Avec la désagréable sensation d’être placé entre le marteau et l’enclume : d’un côté, le rapport souligne que “la méthode du ‘rabot’, largement utilisée jusqu’ici pour contenir la progression des dépenses, est peu efficace, voire contreproductive”, de l’autre, “les contraintes sur les ressources sont dures, elle sont là pour durer”, affirme Jean Pisani-Ferry.
Remise du rapport #APDD Qu’elle action publique pour demain? 5 objectifs 5 leviers pic.twitter.com/6583z3NwqY
— France Stratégie (@Strategie_Gouv) April 13, 2015
Un volontarisme en cinq objectifs
“Optimiste” et “proactif”, pour reprendre les adjectifs de l’ancienne présidente de la RATP et de la SNCF, Anne-Marie Idrac, le rapport fixe cinq objectifs.
Le premier, “répondre à des besoins en constante évolution”, implique de penser l’action de l’Etat comme un “work in progress”. “L’Etat doit être dans des perspectives de changement durable et permanent, c’est le grand changement, issu du numérique, indique Thierry Mandon. Il doit aussi être modeste dans le contenu de la transformation.” Changement durable et permanent, modeste : un paradigme à deux facettes bien utile pour justifier un choc de simplification qui s’est, pour l’instant, transformé en chiquenaude aux allures d’usine à gaz.
Tel un gourmand dans un magasin de chocolat à Pâques, l’Etat n’a pas réussi à se fixer de priorités et à s’adapter, contrairement à de nombreux voisins.

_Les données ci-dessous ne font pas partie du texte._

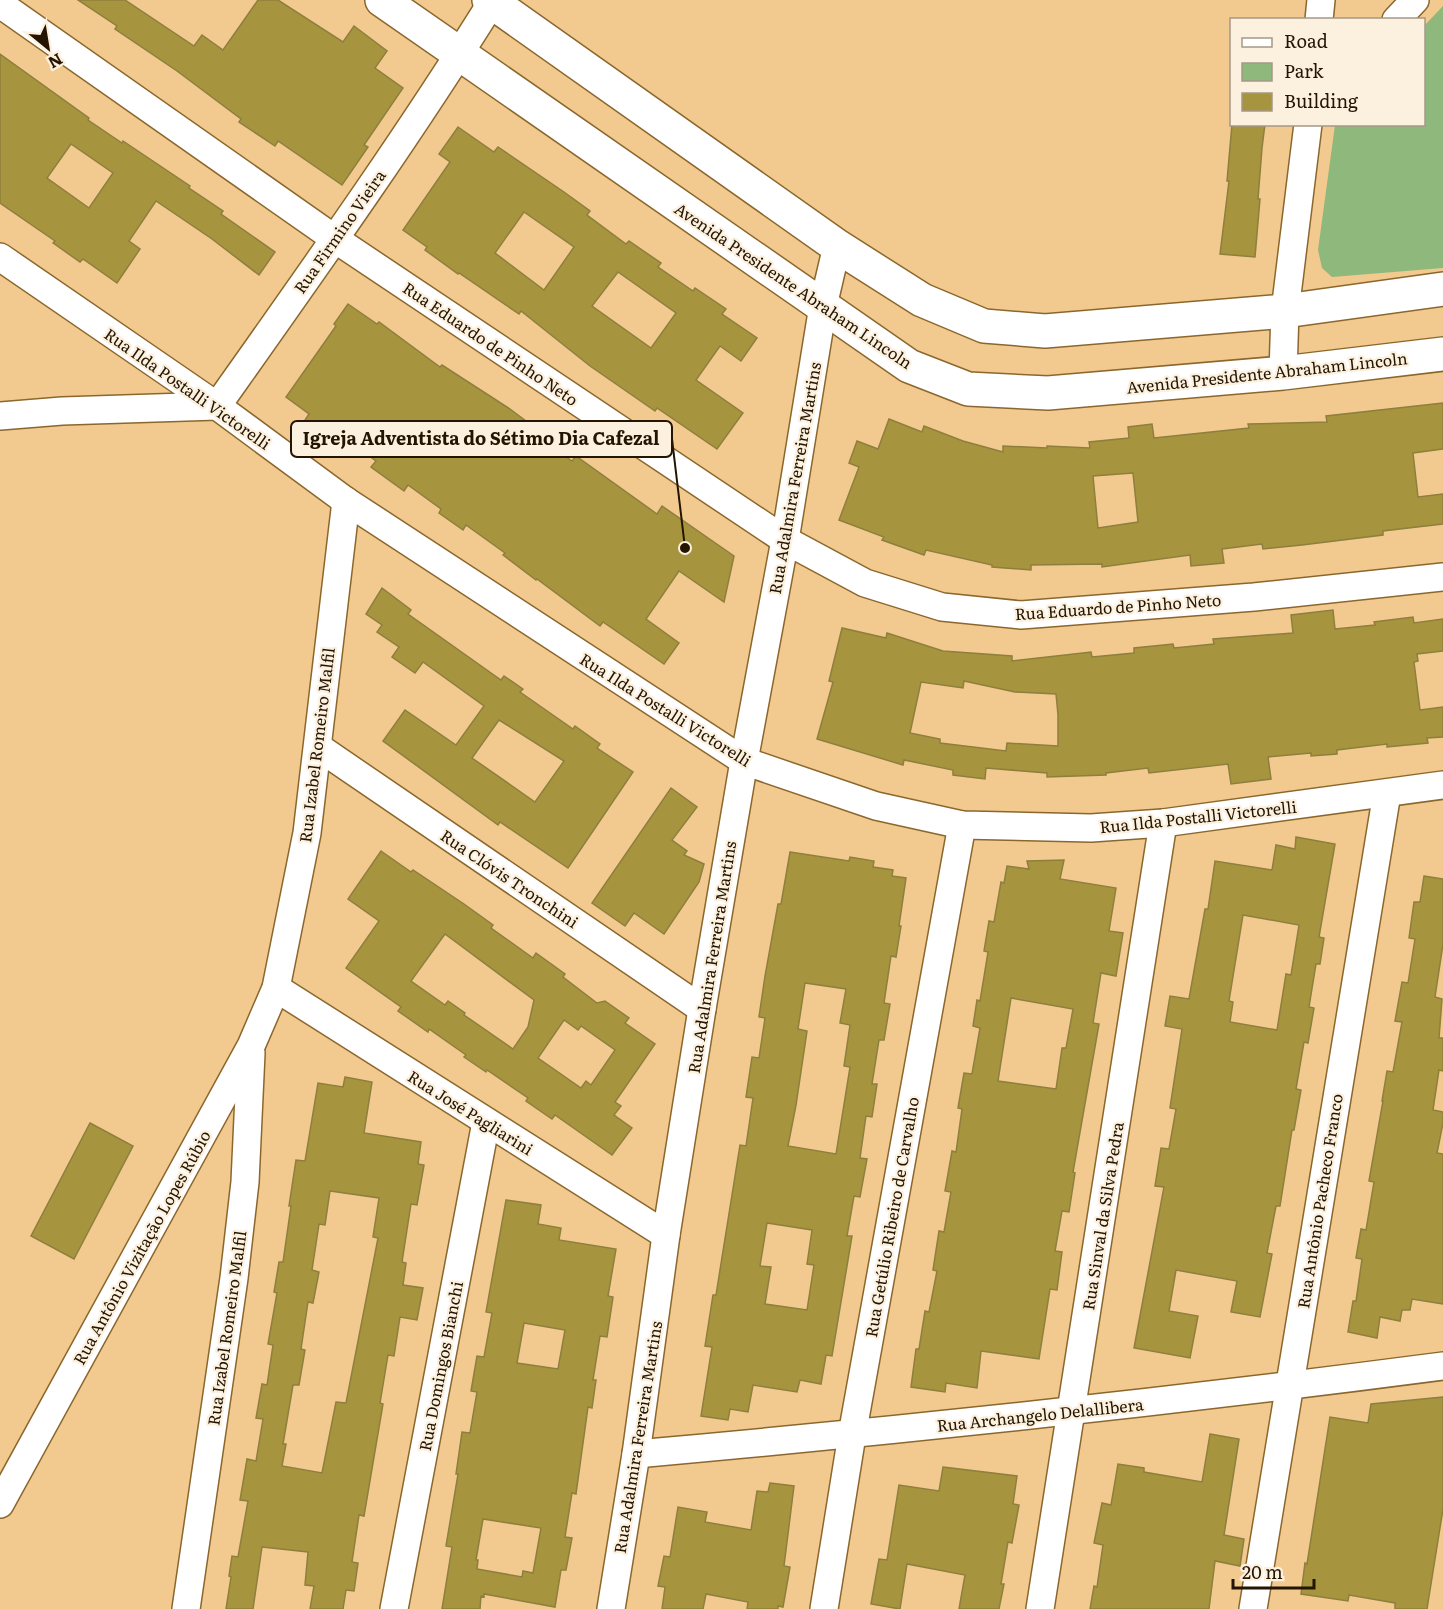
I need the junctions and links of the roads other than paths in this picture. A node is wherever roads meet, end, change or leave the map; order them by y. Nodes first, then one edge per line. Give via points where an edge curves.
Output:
1 (382, 0) edge
2 (1321, 0) edge
3 (1415, 0) edge
4 (490, 1) edge
5 (0, 4) edge
6 (1319, 18) edge
7 (1398, 18) edge
8 (459, 54) junction
9 (1308, 126) edge
10 (335, 239) junction
11 (837, 246) junction
12 (0, 256) edge
13 (1443, 289) edge
14 (823, 306) junction
15 (1285, 311) junction
16 (1443, 354) edge
17 (1283, 373) junction
18 (217, 406) junction
19 (0, 416) edge
20 (346, 501) junction
21 (785, 540) junction
22 (1443, 577) edge
23 (318, 747) junction
24 (744, 761) junction
25 (1443, 785) edge
26 (1387, 793) junction
27 (1162, 823) junction
28 (962, 825) junction
29 (276, 988) junction
30 (702, 1009) junction
31 (251, 1046) junction
32 (486, 1122) junction
33 (666, 1235) junction
34 (1443, 1365) edge
35 (1288, 1386) junction
36 (1072, 1410) junction
37 (852, 1435) junction
38 (636, 1454) junction
39 (0, 1504) edge
40 (186, 1609) edge
41 (394, 1609) edge
42 (610, 1609) edge
43 (824, 1609) edge
44 (1040, 1609) edge
45 (1253, 1609) edge

1 - 8 street, Avenida Presidente Abraham Lincoln
2 - 6 street
3 - 7 street
4 - 8 street, Rua Firmino Vieira
4 - 11 street
5 - 10 street, Rua Eduardo de Pinho Neto
8 - 10 street, Rua Firmino Vieira
8 - 14 street, Avenida Presidente Abraham Lincoln
9 - 15 street
10 - 18 street, Rua Firmino Vieira
10 - 21 street, Rua Eduardo de Pinho Neto
11 - 14 street, Rua Adalmira Ferreira Martins
11 - 15 street via 922,300 984,326 1045,331
12 - 18 street, Rua Ilda Postalli Victorelli
13 - 15 street
14 - 17 street, Avenida Presidente Abraham Lincoln via 909,366 968,388 1048,393
14 - 21 street, Rua Adalmira Ferreira Martins
15 - 17 street
16 - 17 street, Avenida Presidente Abraham Lincoln
18 - 19 street
18 - 20 street, Rua Ilda Postalli Victorelli
20 - 23 street, Rua Izabel Romeiro Malfil
20 - 24 street, Rua Ilda Postalli Victorelli
21 - 22 street, Rua Eduardo de Pinho Neto via 865,583 942,607 1022,615
21 - 24 street, Rua Adalmira Ferreira Martins
23 - 29 street, Rua Izabel Romeiro Malfil via 307,833
23 - 30 street, Rua Clóvis Tronchini
24 - 28 street, Rua Ilda Postalli Victorelli via 876,806
24 - 30 street, Rua Adalmira Ferreira Martins
25 - 26 street, Rua Ilda Postalli Victorelli
26 - 27 street, Rua Ilda Postalli Victorelli
26 - 35 street, Rua Antônio Pacheco Franco
27 - 28 street, Rua Ilda Postalli Victorelli via 1091,828
27 - 36 street, Rua Sinval da Silva Pedra
28 - 37 street, Rua Getúlio Ribeiro de Carvalho
29 - 31 street, Rua Antônio Vizitação Lopes Rúbio
29 - 32 street, Rua José Pagliarini
30 - 33 street, Rua Adalmira Ferreira Martins
31 - 39 street, Rua Antônio Vizitação Lopes Rúbio
31 - 40 street, Rua Izabel Romeiro Malfil via 245,1182 234,1278
32 - 33 street, Rua José Pagliarini
32 - 41 street, Rua Domingos Bianchi
33 - 38 street, Rua Adalmira Ferreira Martins
34 - 35 street, Rua Archangelo Delallibera
35 - 36 street, Rua Archangelo Delallibera
35 - 45 street, Rua Antônio Pacheco Franco
36 - 37 street, Rua Archangelo Delallibera
36 - 44 street, Rua Sinval da Silva Pedra
37 - 38 street, Rua Archangelo Delallibera
37 - 43 street, Rua Getúlio Ribeiro de Carvalho
38 - 42 street, Rua Adalmira Ferreira Martins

Il faudrait donc, second objectif, “expliciter les priorités et leur allouer les moyens nécessaires”.
Parmi les bons élèves, figurent la Grèce, le Portugal et l’Irlande… , autant de pays dont le service public a subi une sévère cure d’austérité suite à la crise. A contrario, la Suède ou la Finlande sont, comme la France, peu sélectifs, alors que leur modèle est souvent vanté.

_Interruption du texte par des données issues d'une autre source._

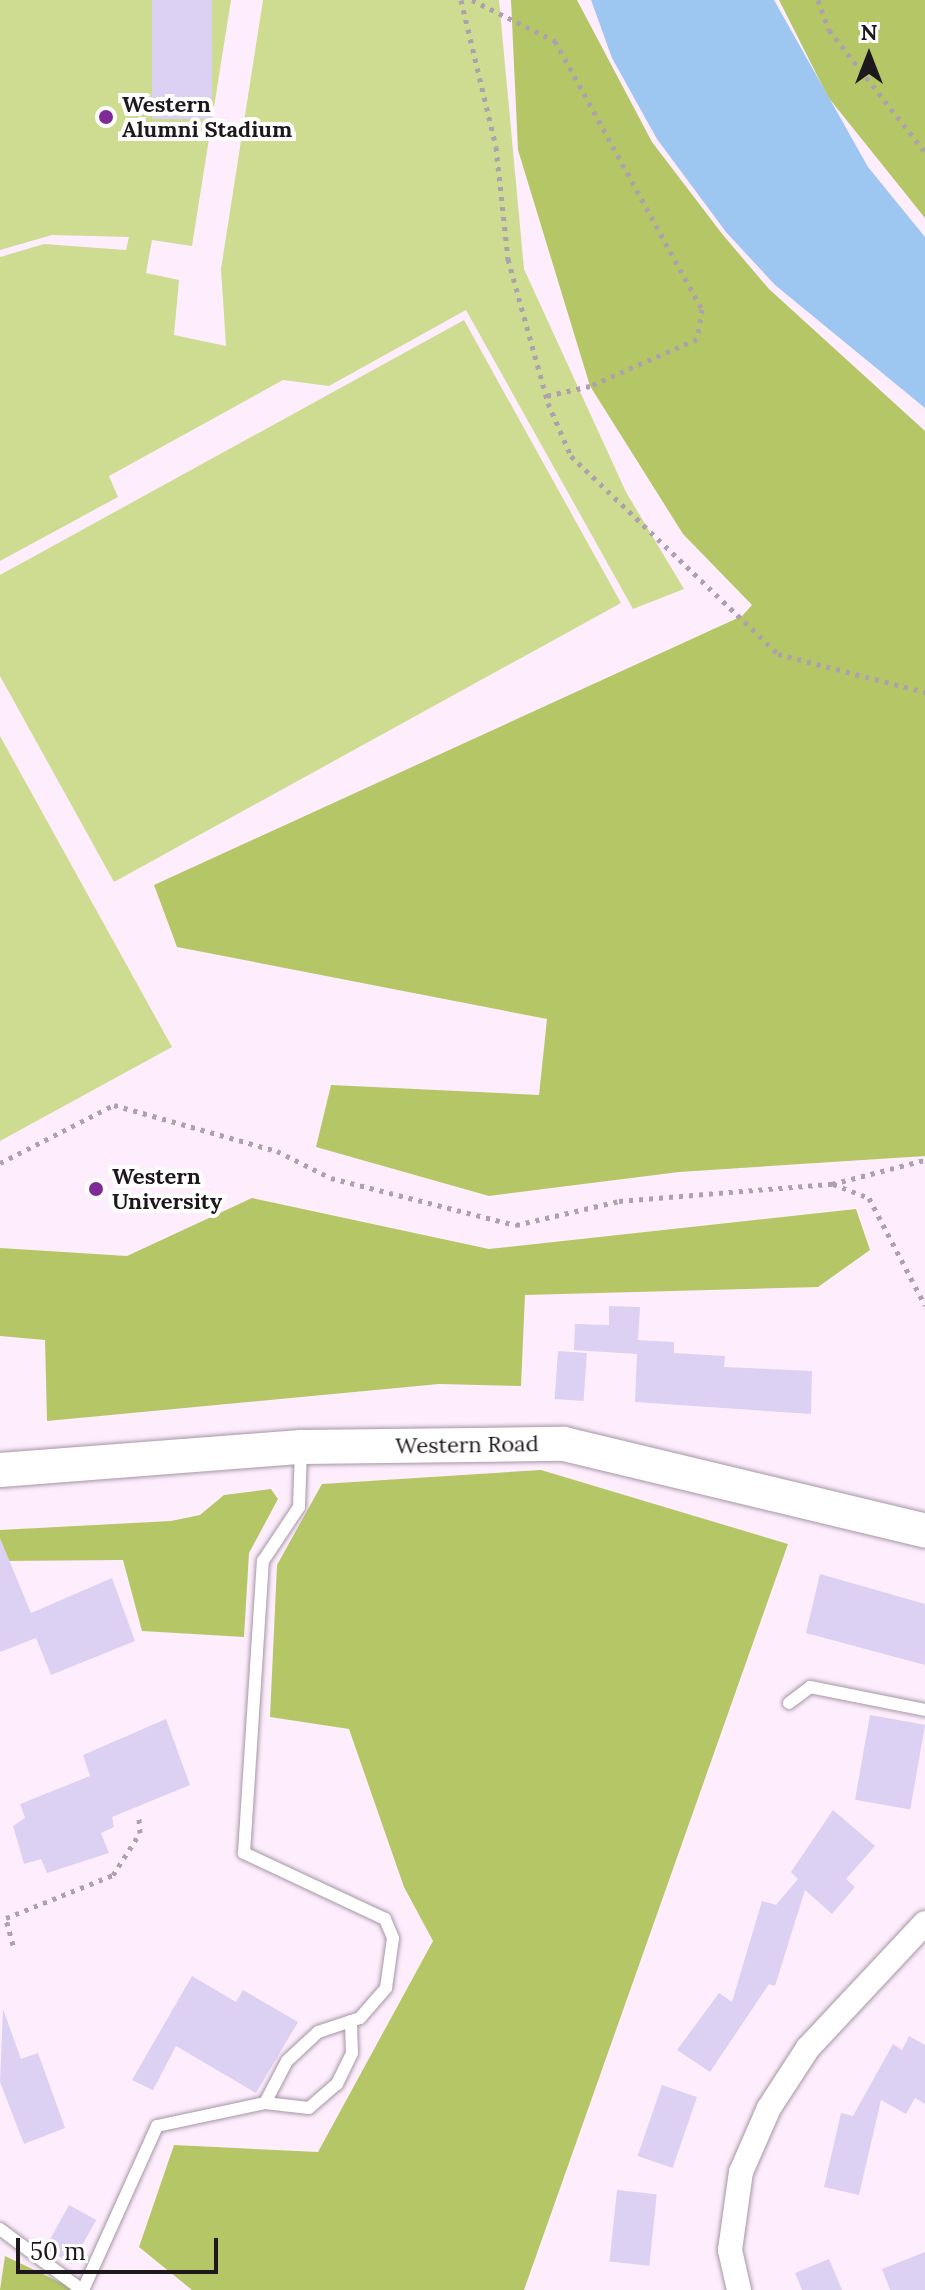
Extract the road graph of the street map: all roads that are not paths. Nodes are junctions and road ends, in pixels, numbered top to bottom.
1 (301, 1447) junction
2 (0, 1470) edge
3 (925, 1531) edge
4 (789, 1703) dead end
5 (925, 1710) edge
6 (925, 1923) edge
7 (351, 2021) junction
8 (265, 2103) junction
9 (0, 2229) edge
10 (83, 2290) edge
11 (739, 2290) edge

1 - 2 main road, Western Road
1 - 3 main road, Western Road
1 - 7 lane
4 - 5 lane
6 - 11 street
7 - 8 lane
7 - 8 lane
8 - 10 lane
9 - 10 lane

Toutefois, le rapport précise qu’il “faut se garder ici des visions simplistes” et que choisir peut se traduire par “changer son fusil d’épaule”, explique Anne-Marie Idrac. Ainsi en matière de santé, il peut être plus judicieux de réaffecter davantage de moyens à la prévention plutôt qu’aux soins. Et de tailler au passage un costard à la LOLF et autre New public management, “dérives d’une action publique purement performative.”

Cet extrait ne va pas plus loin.